▶ **Action item**: List each line of the data in which the string "Sunrise" appears.

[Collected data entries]
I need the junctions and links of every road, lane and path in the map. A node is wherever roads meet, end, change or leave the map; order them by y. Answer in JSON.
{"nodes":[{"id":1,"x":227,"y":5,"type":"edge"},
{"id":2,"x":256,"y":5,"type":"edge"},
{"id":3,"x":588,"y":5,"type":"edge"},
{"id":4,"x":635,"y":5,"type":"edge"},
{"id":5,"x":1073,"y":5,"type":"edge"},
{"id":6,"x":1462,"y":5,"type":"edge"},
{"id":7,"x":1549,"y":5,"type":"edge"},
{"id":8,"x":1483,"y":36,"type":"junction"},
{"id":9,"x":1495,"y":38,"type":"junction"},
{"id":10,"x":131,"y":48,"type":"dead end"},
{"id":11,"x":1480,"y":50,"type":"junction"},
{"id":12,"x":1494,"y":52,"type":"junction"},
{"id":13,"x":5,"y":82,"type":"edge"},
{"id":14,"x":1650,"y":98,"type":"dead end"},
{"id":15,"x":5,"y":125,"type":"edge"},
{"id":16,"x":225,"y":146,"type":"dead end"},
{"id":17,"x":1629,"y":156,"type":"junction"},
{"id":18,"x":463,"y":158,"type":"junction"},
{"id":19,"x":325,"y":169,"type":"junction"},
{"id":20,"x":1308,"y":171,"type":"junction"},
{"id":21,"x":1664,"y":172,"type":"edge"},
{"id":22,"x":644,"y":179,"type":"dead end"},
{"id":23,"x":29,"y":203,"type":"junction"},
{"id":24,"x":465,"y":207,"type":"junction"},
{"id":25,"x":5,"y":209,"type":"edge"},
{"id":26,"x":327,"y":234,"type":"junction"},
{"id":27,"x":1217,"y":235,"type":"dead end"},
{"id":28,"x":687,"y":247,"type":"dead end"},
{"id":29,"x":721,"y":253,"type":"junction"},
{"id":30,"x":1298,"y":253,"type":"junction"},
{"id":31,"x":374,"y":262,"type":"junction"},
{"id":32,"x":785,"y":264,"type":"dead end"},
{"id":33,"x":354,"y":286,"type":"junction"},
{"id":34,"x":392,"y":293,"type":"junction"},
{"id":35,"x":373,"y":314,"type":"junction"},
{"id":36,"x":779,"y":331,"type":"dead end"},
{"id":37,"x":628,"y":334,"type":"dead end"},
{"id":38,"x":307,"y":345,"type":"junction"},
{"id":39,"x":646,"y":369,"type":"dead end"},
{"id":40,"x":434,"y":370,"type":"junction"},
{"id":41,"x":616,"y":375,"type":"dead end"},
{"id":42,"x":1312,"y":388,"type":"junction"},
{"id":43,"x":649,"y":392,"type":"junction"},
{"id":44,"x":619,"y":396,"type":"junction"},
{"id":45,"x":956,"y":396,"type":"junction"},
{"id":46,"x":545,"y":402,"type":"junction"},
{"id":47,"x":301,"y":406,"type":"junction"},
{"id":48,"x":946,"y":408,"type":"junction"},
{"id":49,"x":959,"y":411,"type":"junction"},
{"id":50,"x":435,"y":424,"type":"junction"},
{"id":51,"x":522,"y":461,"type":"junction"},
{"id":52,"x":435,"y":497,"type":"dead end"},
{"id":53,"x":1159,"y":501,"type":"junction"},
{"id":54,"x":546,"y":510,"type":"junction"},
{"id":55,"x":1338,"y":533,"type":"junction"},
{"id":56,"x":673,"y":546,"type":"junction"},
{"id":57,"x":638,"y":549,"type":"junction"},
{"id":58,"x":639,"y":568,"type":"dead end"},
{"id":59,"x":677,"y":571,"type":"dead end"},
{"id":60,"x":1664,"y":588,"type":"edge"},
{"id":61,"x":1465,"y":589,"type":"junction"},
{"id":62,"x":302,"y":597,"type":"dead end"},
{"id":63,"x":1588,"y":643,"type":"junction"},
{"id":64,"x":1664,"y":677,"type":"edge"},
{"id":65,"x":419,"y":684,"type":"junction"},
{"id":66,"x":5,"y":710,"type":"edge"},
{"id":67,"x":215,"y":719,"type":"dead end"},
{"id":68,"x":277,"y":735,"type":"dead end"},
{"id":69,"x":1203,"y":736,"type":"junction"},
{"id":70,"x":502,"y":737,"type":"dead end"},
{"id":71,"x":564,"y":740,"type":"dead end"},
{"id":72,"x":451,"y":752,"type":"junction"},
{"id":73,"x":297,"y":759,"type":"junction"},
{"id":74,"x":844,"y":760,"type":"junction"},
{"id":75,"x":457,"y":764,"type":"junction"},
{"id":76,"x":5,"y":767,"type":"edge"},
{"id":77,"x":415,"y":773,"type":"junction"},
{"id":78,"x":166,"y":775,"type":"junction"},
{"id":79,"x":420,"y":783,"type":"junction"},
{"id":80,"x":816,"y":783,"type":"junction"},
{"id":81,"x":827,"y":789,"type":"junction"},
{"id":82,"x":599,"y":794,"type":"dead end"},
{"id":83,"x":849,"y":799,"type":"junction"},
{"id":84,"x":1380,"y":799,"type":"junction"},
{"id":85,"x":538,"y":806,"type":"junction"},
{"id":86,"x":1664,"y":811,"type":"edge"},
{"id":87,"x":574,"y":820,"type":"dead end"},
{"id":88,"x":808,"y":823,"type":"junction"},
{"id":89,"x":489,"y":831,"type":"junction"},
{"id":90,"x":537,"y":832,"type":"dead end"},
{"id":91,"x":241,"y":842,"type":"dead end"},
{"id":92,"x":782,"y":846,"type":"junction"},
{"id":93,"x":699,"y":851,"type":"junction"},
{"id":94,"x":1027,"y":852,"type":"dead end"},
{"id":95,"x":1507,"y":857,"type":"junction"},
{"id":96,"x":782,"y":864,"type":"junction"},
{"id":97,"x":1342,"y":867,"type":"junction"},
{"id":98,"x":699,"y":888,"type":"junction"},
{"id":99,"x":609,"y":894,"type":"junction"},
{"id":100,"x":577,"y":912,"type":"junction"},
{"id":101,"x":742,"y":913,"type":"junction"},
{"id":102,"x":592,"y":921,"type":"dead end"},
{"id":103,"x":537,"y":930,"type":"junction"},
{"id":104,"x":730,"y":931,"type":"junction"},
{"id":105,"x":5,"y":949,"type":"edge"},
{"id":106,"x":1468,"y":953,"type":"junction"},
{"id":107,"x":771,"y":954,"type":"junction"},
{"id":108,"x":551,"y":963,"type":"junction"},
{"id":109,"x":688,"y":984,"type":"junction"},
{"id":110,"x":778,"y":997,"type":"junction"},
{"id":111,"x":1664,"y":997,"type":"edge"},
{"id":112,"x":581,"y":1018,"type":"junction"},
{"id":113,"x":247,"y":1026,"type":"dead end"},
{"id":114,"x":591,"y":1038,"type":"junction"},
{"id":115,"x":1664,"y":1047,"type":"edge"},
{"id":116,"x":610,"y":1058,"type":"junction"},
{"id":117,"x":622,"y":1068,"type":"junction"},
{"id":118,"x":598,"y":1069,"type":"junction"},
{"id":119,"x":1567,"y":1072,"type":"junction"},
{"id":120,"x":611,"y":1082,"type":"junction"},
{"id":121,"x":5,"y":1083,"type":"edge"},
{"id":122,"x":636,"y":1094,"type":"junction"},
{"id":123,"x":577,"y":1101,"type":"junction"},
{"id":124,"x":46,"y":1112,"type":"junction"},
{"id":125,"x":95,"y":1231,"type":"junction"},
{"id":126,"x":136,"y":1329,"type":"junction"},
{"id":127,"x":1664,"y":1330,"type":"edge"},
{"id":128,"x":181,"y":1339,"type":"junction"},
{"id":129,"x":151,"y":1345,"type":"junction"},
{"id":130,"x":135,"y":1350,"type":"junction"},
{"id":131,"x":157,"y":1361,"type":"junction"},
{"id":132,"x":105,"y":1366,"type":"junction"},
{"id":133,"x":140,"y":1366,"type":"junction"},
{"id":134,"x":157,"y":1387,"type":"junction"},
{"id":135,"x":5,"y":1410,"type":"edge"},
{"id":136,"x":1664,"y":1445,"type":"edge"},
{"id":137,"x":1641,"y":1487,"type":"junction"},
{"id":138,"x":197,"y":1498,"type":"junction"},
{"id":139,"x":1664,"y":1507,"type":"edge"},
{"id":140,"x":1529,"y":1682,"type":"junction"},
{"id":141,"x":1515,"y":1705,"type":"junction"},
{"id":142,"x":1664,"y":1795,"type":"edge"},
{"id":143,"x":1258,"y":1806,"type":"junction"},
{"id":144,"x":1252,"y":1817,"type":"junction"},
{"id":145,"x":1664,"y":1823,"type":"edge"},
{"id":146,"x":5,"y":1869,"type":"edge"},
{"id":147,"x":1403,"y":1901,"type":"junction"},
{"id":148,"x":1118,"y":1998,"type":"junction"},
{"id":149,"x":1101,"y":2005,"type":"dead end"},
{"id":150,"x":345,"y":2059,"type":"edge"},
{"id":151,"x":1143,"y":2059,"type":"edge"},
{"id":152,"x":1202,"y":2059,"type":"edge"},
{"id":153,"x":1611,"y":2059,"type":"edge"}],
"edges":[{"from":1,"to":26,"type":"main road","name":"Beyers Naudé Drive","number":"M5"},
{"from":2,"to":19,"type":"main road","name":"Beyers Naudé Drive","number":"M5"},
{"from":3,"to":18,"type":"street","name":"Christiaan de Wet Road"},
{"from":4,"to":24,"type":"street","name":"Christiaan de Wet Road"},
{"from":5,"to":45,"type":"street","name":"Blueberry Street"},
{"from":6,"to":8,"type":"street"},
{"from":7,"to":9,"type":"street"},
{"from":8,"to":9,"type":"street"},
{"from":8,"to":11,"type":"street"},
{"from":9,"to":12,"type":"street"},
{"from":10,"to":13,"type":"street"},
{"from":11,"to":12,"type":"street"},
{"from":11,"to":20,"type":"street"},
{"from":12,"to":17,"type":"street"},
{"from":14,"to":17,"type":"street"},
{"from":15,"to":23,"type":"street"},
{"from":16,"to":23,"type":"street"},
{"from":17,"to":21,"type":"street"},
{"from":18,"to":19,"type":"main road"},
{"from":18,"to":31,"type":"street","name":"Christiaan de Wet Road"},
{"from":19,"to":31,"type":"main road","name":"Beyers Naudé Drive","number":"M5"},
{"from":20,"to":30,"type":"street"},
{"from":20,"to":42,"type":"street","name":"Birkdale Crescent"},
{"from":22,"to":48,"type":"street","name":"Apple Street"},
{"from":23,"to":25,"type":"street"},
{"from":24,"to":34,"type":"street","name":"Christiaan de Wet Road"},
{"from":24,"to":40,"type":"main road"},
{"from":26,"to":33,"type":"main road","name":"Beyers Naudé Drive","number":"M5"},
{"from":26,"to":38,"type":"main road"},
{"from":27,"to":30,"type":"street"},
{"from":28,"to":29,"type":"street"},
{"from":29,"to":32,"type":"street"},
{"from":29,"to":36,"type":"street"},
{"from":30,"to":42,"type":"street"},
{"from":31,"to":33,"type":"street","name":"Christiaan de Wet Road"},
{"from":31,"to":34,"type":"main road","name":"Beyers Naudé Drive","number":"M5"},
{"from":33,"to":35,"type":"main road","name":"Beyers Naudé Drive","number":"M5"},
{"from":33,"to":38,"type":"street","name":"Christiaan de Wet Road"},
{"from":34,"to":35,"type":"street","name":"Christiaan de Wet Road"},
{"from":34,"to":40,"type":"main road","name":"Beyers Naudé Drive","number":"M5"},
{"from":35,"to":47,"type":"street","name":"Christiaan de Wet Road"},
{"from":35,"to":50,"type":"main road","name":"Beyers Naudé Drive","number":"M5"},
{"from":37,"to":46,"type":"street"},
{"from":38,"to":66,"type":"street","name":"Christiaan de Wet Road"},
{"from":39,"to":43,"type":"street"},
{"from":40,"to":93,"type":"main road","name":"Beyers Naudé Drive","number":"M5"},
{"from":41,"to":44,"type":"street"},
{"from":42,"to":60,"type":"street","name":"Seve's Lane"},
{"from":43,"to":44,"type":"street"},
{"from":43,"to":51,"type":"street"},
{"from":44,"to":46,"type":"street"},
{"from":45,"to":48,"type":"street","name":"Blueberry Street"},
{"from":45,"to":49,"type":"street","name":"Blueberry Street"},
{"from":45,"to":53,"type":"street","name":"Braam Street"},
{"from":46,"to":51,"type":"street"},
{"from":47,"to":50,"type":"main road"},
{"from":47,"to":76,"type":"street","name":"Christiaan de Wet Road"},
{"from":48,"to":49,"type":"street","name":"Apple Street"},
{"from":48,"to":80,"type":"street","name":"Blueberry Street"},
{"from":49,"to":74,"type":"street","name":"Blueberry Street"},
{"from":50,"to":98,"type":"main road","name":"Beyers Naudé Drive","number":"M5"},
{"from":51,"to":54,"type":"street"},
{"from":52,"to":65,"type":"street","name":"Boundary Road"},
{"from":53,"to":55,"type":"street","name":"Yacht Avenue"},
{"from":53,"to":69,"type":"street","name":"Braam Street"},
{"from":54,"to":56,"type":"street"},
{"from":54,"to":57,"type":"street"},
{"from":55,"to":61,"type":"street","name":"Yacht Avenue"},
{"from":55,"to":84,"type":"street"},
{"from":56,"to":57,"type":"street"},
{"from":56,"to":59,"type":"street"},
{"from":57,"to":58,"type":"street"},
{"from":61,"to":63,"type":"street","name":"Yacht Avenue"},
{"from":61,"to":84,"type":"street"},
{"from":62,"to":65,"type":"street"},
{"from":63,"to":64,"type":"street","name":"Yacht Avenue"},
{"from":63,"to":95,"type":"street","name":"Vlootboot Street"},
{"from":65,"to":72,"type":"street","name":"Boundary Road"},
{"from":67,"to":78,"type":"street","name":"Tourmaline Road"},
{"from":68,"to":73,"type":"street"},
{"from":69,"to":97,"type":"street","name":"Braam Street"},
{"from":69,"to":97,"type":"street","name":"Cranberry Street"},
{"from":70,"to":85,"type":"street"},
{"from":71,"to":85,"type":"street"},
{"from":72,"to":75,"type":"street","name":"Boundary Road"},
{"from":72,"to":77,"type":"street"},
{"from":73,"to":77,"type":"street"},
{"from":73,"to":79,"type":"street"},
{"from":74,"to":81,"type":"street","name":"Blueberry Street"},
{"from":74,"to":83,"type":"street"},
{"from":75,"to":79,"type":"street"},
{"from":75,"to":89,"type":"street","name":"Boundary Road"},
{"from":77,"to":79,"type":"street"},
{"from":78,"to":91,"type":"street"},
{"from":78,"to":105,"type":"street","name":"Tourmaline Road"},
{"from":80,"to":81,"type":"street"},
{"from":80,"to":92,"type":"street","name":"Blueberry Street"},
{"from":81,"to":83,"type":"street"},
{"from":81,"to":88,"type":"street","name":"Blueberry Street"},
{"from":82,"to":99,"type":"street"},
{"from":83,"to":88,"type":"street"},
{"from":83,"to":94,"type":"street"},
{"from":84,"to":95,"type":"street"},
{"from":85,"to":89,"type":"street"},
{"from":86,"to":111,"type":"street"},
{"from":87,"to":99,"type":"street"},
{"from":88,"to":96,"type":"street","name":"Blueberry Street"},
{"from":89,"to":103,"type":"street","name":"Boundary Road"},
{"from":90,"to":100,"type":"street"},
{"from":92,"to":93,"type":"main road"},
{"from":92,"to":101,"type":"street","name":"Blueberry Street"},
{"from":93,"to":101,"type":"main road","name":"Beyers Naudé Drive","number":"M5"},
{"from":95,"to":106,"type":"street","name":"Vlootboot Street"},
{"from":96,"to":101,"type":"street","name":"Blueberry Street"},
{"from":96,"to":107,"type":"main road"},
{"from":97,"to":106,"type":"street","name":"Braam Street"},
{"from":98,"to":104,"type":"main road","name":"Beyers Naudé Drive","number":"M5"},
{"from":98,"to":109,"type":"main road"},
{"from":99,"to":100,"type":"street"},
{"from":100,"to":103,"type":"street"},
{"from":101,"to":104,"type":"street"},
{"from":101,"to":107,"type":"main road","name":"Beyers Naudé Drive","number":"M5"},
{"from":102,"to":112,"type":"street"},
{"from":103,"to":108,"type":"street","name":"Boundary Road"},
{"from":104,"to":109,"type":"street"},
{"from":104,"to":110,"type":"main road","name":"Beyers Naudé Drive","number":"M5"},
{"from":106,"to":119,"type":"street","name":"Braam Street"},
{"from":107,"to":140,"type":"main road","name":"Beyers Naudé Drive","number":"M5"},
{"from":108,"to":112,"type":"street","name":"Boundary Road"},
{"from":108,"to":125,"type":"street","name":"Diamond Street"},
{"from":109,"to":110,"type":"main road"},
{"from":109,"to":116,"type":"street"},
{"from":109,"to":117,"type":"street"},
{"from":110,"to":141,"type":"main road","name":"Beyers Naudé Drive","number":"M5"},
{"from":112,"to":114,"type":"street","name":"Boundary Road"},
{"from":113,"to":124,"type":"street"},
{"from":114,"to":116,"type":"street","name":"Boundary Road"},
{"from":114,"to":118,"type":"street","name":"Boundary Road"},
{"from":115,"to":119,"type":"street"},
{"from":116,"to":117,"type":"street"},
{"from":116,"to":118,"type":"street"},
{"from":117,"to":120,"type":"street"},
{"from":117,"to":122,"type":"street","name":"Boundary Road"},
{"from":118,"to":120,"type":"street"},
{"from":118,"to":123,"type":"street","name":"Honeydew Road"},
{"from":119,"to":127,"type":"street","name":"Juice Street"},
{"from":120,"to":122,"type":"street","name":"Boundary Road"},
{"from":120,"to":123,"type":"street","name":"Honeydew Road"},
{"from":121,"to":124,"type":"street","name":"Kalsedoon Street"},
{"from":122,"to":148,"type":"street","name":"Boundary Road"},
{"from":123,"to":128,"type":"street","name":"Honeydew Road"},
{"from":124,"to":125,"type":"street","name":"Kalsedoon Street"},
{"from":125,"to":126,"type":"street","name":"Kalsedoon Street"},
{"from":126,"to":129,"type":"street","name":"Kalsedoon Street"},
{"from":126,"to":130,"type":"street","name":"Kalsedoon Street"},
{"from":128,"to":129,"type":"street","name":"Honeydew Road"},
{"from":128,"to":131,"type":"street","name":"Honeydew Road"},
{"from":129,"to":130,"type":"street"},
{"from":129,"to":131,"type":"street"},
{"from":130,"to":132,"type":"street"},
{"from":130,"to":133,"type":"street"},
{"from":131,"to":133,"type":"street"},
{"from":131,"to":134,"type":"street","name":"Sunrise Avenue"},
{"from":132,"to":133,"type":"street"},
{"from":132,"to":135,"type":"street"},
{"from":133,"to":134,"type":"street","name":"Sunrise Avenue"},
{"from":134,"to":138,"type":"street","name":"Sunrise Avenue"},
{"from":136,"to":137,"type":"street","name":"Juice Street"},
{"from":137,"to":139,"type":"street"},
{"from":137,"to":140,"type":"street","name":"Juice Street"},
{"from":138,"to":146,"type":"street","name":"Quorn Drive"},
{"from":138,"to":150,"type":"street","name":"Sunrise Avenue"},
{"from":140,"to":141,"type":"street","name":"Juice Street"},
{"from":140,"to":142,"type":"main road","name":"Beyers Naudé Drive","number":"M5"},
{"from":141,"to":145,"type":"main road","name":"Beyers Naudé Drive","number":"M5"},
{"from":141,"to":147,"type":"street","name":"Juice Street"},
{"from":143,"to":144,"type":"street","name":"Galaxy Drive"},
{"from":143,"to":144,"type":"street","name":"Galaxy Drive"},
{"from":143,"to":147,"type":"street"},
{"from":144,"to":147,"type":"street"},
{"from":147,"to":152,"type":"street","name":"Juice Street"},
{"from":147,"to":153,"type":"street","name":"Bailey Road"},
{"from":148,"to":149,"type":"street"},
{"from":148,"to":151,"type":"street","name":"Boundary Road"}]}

▶ **Answer for the task**:
{"from":131,"to":134,"type":"street","name":"Sunrise Avenue"},
{"from":133,"to":134,"type":"street","name":"Sunrise Avenue"},
{"from":134,"to":138,"type":"street","name":"Sunrise Avenue"},
{"from":138,"to":150,"type":"street","name":"Sunrise Avenue"},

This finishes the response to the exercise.